It’s been reported this week that, as he did with his Inaugural inclusion of anti-homosexual Rev. Rick Warren (and as I figured), President Obama has thrown gays ‘under the bus,’ as the saying goes. In the wake of the furor over theocrat Rev. Warren’s participation in the swearing-in of the nation’s new president, the administration leaked that they were considering allowing gays in the military, which recalls the last time a liberal Democratic president disavowed gays when Bill Clinton instituted the irrational and unjust ‘Don’t Ask, Don’t Tell’ policy of dishonesty and repression. Now comes word that change will not occur. Apparently, Obama represents change from partial theocracy to more theocracy. Unlike President Harry Truman, who racially integrated the United States Army (and dropped the atomic bomb, twice) without hesitation, Obama favors more of the same irrational ideas in government. Gays are not a demonstrable threat to our military’s proper purpose—defense of the nation—and improper conduct is already prohibited. Gays, and all Americans, who were silent while the vile Rev. Warren basked in Obamamania aided an ominous threat to their own individual rights.
Speaking of Obama, I think his proposed spend-u-lus scheme is a disaster that will lead us toward economic Depression. Though Judeo-Christian socialist Republicans during the Bush administration caused this recession with their own Big Government schemes, Obama and the Democrats are making matters worse—and inflammatory talk radio host Rush Limbaugh is a lone voice of opposition. This Obama seems to grasp, singling Rush out for criticism—an alarming statement of opposition to a broadcaster from the nation’s top government official—and leading to an interesting segment on MSNBC’s Hardball, which aired an advertisement denouncing Rush as the leader of the Republican Party. On this issue, whatever the actions of Republicans, who stand for nothing, Rush has tapped the public’s opposition to National Socialism (bailouts, TARPs, nationalization of banks).

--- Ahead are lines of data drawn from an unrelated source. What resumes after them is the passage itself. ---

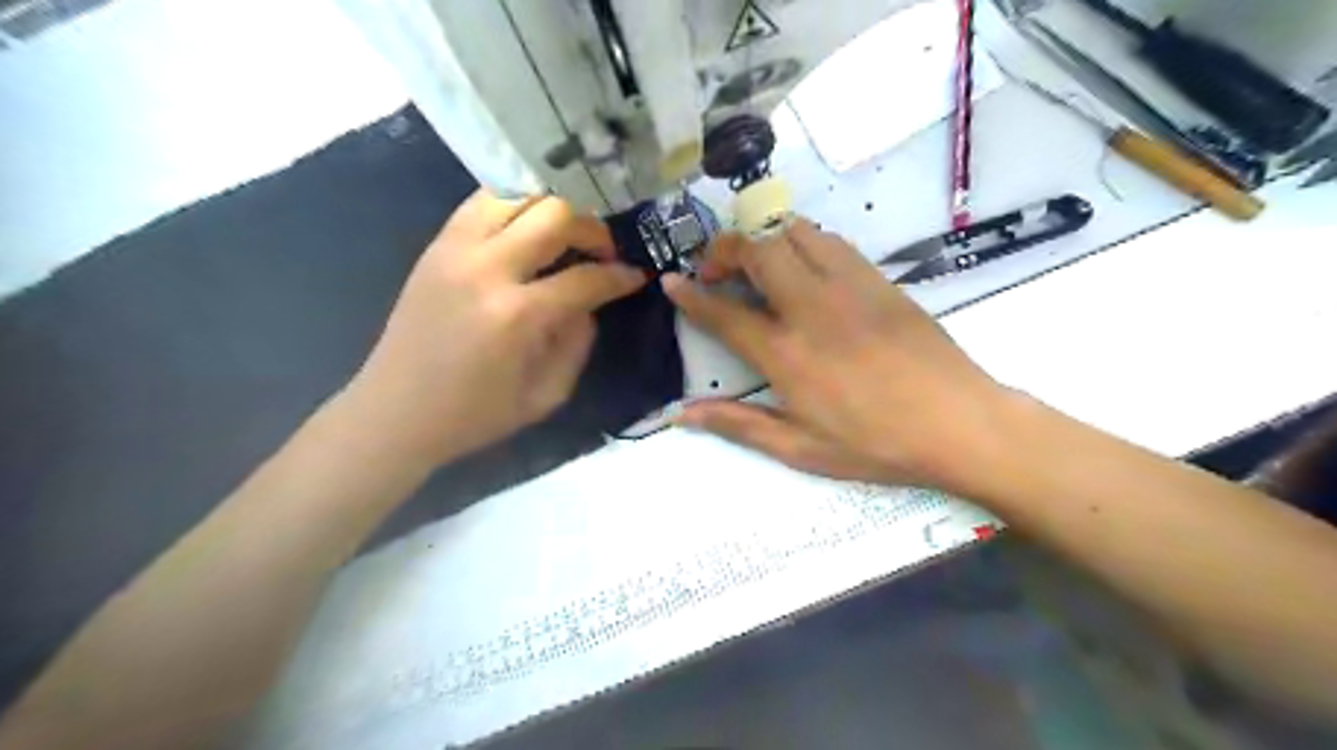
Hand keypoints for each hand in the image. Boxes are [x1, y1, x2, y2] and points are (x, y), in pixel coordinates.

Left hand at [345, 191, 644, 466]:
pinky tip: (528, 229)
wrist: (395, 412)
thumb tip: (590, 304)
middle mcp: (487, 268)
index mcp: (517, 315)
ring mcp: (456, 249)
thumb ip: (578, 344)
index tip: (637, 276)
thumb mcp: (546, 396)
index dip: (620, 276)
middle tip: (604, 251)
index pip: (586, 278)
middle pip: (556, 215)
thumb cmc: (475, 414)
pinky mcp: (436, 245)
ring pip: (518, 194)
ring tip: (566, 236)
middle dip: (593, 229)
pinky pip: (483, 202)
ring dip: (553, 209)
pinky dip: (515, 205)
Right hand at [667, 219, 1012, 495]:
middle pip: (757, 251)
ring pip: (794, 233)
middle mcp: (812, 308)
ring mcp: (849, 287)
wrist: (959, 424)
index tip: (671, 281)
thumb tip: (681, 414)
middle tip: (715, 271)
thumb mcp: (801, 449)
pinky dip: (803, 242)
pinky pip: (831, 241)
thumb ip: (738, 425)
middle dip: (724, 249)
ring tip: (756, 262)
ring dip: (764, 238)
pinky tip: (803, 266)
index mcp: (787, 355)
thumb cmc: (876, 445)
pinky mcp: (879, 279)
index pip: (724, 313)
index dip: (691, 295)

Hardball host Chris Matthews, who continues to speak his indepdendent mind, is exploring the possibility of making a movie based on his 1997 Free Press book about the 1960 Kennedy-Nixon presidential debate, according to what I’ve heard through the grapevine. Of course, MSNBC is part of NBC Universal, which—until that business, too, is nationalized by the state or restricted from exercising its right to free speech—makes what are often good movies through its Universal Pictures studio. One of those movies is director Ron Howard’s outstanding Frost/Nixon.